This article contains spoilers for the finale of Big Little Lies season two.

You can have too much of a good thing. It’s true of cake. It’s even truer of wine. But it’s especially true of a TV series such as Big Little Lies.

The finale of season two has just aired and, just like the rest of the series, has sadly proven to be an exercise in ego and OTT theatrics, more suited to daytime soap opera than a primetime drama spearheaded by Hollywood heavyweights.

Not since Tom Cruise famously made Jack Nicholson break down and shout: “You can’t handle the truth!” in the 1992 movie A Few Good Men’s courtroom showdown, has a screen legal stoush felt so utterly contrived. Except here, instead of Nicholson in the hot seat, we had Meryl Streep confessing she had killed her own son in a car accident after losing her temper. And not even the sure-handed Streep could make these courtroom theatrics feel remotely plausible.

Frankly, it was the kind of predictable ending one expected in those ancient Perry Mason TV episodes, not a modern series like Big Little Lies. Unfortunately, it felt as though the scriptwriters were rushing to tie up all the loose ends in a neat little bow rather than giving viewers something thought-provoking or unexpected.

And so we were also treated to rape victim Jane (Shailene Woodley) finding happiness in the arms of her new young boyfriend, Bonnie (Zoe Kravitz) getting closure with her abusive mother, Renata (Laura Dern) wreaking havoc with her cheating, scumbag husband’s beloved train set, and Madeline (Reese Witherspoon) renewing her vows on the beach at sunset.

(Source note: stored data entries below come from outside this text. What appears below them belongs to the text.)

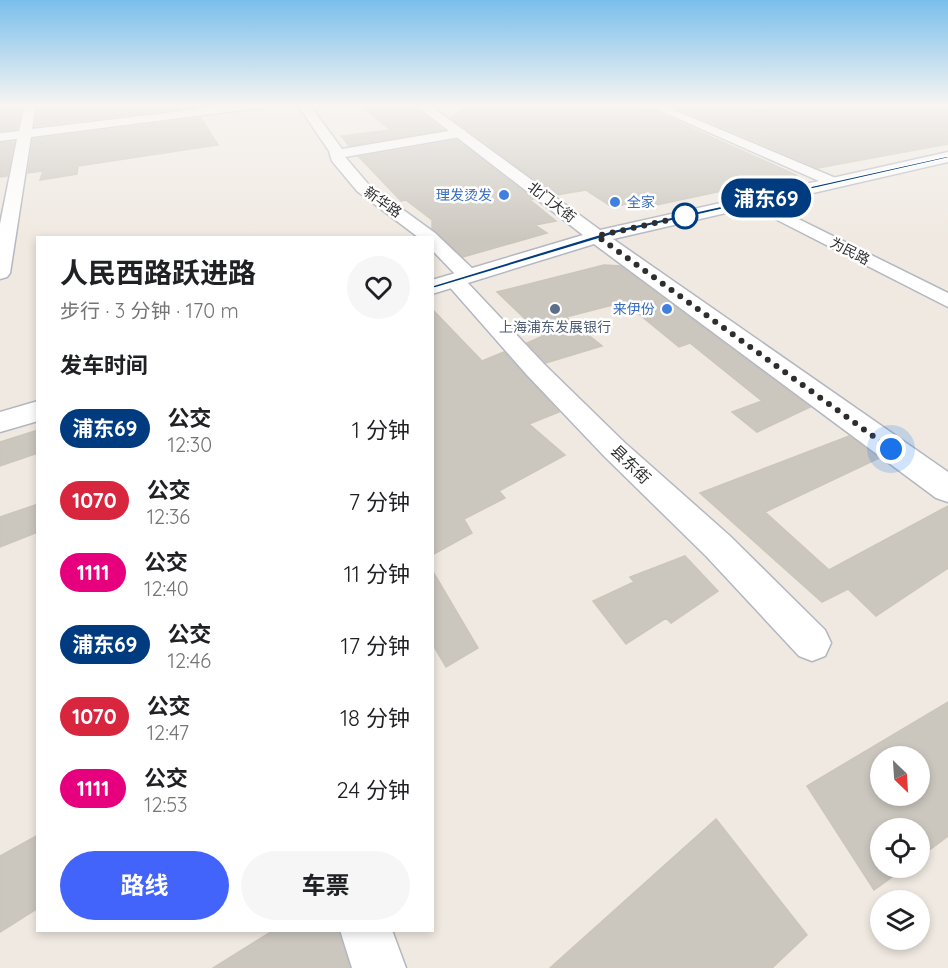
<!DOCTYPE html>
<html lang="zh">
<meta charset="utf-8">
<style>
:root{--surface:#fff;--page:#f6f6f6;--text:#202124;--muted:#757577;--accent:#4264fb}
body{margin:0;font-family:Quicksand,"Noto Sans SC",sans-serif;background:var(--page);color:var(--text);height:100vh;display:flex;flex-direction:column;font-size:22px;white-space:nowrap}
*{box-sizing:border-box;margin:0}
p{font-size:20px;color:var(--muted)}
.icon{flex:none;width:33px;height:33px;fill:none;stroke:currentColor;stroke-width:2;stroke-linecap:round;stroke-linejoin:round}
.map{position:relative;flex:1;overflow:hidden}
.panel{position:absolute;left:36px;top:236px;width:398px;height:696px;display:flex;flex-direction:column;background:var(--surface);border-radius:0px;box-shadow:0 3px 9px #0003}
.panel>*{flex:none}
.badge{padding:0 12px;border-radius:20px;font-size:21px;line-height:39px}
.needle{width:39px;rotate:155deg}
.controls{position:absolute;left:870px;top:746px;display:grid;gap:12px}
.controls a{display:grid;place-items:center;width:60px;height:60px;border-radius:50%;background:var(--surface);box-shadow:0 3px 9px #0003;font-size:30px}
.you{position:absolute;width:30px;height:30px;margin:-15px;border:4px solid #fff;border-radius:50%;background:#1a73e8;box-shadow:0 0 0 9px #1a73e833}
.map>.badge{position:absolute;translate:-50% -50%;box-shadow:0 0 0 3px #fff}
h2{padding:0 24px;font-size:22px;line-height:54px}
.round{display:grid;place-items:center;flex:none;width:63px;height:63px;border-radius:32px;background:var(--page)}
.overview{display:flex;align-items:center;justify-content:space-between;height:102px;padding:0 24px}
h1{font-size:28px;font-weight:700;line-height:45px}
.action{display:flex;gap:12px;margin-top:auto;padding:12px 24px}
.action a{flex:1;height:69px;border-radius:36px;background:var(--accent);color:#fff;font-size:24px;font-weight:700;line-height:69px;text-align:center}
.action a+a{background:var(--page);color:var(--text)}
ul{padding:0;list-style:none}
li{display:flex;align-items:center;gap:18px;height:72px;padding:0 24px}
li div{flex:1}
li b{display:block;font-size:22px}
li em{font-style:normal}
li .badge{min-width:66px;font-weight:700;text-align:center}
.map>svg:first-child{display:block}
</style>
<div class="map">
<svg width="948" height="968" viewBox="0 0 948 968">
<rect width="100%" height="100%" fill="#efe9e1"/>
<path fill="#cbc7bf" stroke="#cbc5ba" stroke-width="1.5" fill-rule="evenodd" d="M0,104H23L17,129L0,131Z
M38,104H192L194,107L35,126Z
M360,104H410L443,130L349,146L341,136L390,130Z
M471,104H643L644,111L652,110L796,175L647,207L636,202L612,207L586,190L556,195L451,118Z
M690,104H736L757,111L802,104H948V144L818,168L672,106Z
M201,118L218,145L78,166L77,174L40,180L43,171L28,173L33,139Z
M457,140L533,199L530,200L556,221L535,225L547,233L463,257L432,228V220L406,200L401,201L359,157Z
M14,142L7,176L0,177V143Z
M604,265L620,266L810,407L757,432L732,412L762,401L690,343L679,347L624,302L566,317L602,346L546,363L527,343L543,336L497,292Z
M432,309L482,361L504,352L559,412L529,424L565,455L499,491L505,498L464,519L472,533L432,555Z
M38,430V453L0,466V442Z
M849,436L879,458L765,512L829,570L948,506V568L876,616L848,589L822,602L700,493Z
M38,504V532L0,547V517Z
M685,556L718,591L671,623L666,618L626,644L593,601L634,582L630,577Z
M432,570L478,648L446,667L432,643Z
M948,702V836L920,857V828H880V867H906L874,890L807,786ZM880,756H920V795H880Z
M716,819L807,935L772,968H550Z
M38,835V908L0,932V856Z
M274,930H338L350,968H213Z"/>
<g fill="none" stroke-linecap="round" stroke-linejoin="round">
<defs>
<path id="minor" d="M25,104H36L32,129L241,104H272L266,107L31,137L10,273L7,277L0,279V224L17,139L0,141V133L19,131Z
M297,104H309L342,149L460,129L465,130L466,133L460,137L345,157L369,185L435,233L475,271L478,275L475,279L465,280L545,365L624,442L730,536L825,630L831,643L825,656L812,661L799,656L706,556L604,456L527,375L447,284L444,280L447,276L456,275L432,250V237H418L357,191L332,161L329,151Z
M645,104H660L838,179L841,182L833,187L828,185Z
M752,196L948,293V307L746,204L744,201L746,198Z
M340,930H392L406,968H352Z"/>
<path id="tertiary" d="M414,104H428L600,230L948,152V162L613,239L948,472V502L936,498L594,244L432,294V280L583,235Z
M38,401V421L0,432V412Z"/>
</defs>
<use href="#minor" stroke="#b4b7c1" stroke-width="3"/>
<use href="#tertiary" stroke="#b4b7c1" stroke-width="3"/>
<use href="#minor" fill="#fff" fill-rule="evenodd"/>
<use href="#tertiary" fill="#fff" fill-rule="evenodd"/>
</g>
<linearGradient id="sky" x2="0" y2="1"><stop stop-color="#7abfeb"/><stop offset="0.44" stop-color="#f8f5f2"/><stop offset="1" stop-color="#f8f5f2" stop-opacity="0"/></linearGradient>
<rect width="948" height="239" fill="url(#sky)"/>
<path fill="#003b80" stroke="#fff" stroke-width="1.5" d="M948,156V158L618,233L435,288L428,287L614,230Z"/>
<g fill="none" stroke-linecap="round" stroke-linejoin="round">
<path stroke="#2e2e2e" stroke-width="6" stroke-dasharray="0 10.8" d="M685,216L691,215L597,236L891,449"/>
</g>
<g fill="#3f7fe0" stroke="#fff" stroke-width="2">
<circle cx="504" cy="195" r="6"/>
<circle cx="615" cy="202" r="6"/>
<circle cx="667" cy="309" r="6"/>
</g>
<circle fill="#fff" stroke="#003b80" stroke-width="3" cx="685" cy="216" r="12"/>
<circle fill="#5c6f8a" stroke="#fff" stroke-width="2" cx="555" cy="309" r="6"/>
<g text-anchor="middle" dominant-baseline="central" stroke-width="5" stroke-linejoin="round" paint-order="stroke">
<g font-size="14" fill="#366cbe" stroke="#fff" text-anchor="end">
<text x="492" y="195">理发烫发</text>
<text x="627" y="202" text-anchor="start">全家</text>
<text x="655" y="309">来伊份</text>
</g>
<g font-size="14" fill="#2e2e2e" stroke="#fff">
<text transform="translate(383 202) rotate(35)">新华路</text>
<text transform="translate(552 202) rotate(38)">北门大街</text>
<text transform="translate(850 251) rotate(27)">为民路</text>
</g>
<g font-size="14" fill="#4e5e75" stroke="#fff">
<text x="555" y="327">上海浦东发展银行</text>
</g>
<g font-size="16" fill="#2e2e2e" stroke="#fff">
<text transform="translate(631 464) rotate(44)">县东街</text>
</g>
</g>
</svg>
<div class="controls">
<a><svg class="needle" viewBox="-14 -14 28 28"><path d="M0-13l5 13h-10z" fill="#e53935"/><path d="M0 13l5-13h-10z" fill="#757577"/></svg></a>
<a><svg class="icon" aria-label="locate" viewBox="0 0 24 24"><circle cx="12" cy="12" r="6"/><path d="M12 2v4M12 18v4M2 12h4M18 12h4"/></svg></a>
<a><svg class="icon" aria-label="layers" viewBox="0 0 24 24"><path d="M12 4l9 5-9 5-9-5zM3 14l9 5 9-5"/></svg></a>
</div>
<div class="you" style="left:891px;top:449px"></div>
<b class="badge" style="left:766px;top:198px;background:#003b80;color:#fff">浦东69</b>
<section class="panel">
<div class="overview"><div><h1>人民西路跃进路</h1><p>步行 · 3 分钟 · 170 m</p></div><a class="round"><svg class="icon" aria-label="heart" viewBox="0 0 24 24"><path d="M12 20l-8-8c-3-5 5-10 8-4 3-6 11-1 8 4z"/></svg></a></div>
<h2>发车时间</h2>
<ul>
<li><span class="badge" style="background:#003b80;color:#fff">浦东69</span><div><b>公交</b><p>12:30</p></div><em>1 分钟</em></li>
<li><span class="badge" style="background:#d7263d;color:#fff">1070</span><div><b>公交</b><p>12:36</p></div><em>7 分钟</em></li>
<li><span class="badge" style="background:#e6007e;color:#fff">1111</span><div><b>公交</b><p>12:40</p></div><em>11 分钟</em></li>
<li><span class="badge" style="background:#003b80;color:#fff">浦东69</span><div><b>公交</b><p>12:46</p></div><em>17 分钟</em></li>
<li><span class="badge" style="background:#d7263d;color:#fff">1070</span><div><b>公交</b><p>12:47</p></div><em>18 分钟</em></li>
<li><span class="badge" style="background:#e6007e;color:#fff">1111</span><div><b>公交</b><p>12:53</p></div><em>24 分钟</em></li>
</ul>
<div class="action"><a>路线</a><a>车票</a></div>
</section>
</div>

Talk about a steady stream of clichés!

It would have been far better if producers Witherspoon and Kidman had refused to bow to pressure from fans – and HBO studio execs hungry to cash in on their huge hit – and just left things on a high note after the first series aired in 2017. The same could be said for Desperate Housewives, Heroes and True Detective, which all served up disappointing follow-ups to their triumphant first seasons.

The chief problem with Big Little Lies is it took a self-contained story based on Australian author Lianne Moriarty’s best-selling novel and tried to expand it into something more.

I honestly wanted to love this. I wanted to support a project spearheaded by women so frustrated by the lack of interesting roles offered to older actresses in Hollywood that they decided to write the narrative themselves. But it just didn’t live up to the promise of what was undoubtedly ground-breaking television in the first season. Produced by and starring A List actresses Reese Witherspoon and Nicole Kidman, Big Little Lies looked and felt like a movie.

It garnered a slew of awards and proved that TV was no longer the lesser medium to film. It also proved Kidman (who I had long felt was overrated) could really act because, wow, she really nailed it as battered wife Celeste. Sadly, the second season of Big Little Lies has fallen victim to the same problem faced by the finale of Game of Thrones. Like Big Little Lies, Game of Thrones was based on a book. When scriptwriters ran out of source material and tried their hand at taking over the story themselves, the results were more like fan fiction than the real deal.

Thankfully HBO president Casey Bloys has said that season two of Big Little Lies will be the end of the road for the Monterey Five, because the cast are among the busiest actresses in Hollywood and are unlikely to be available for another round.A better reason would be that just because you can do something doesn’t mean you should.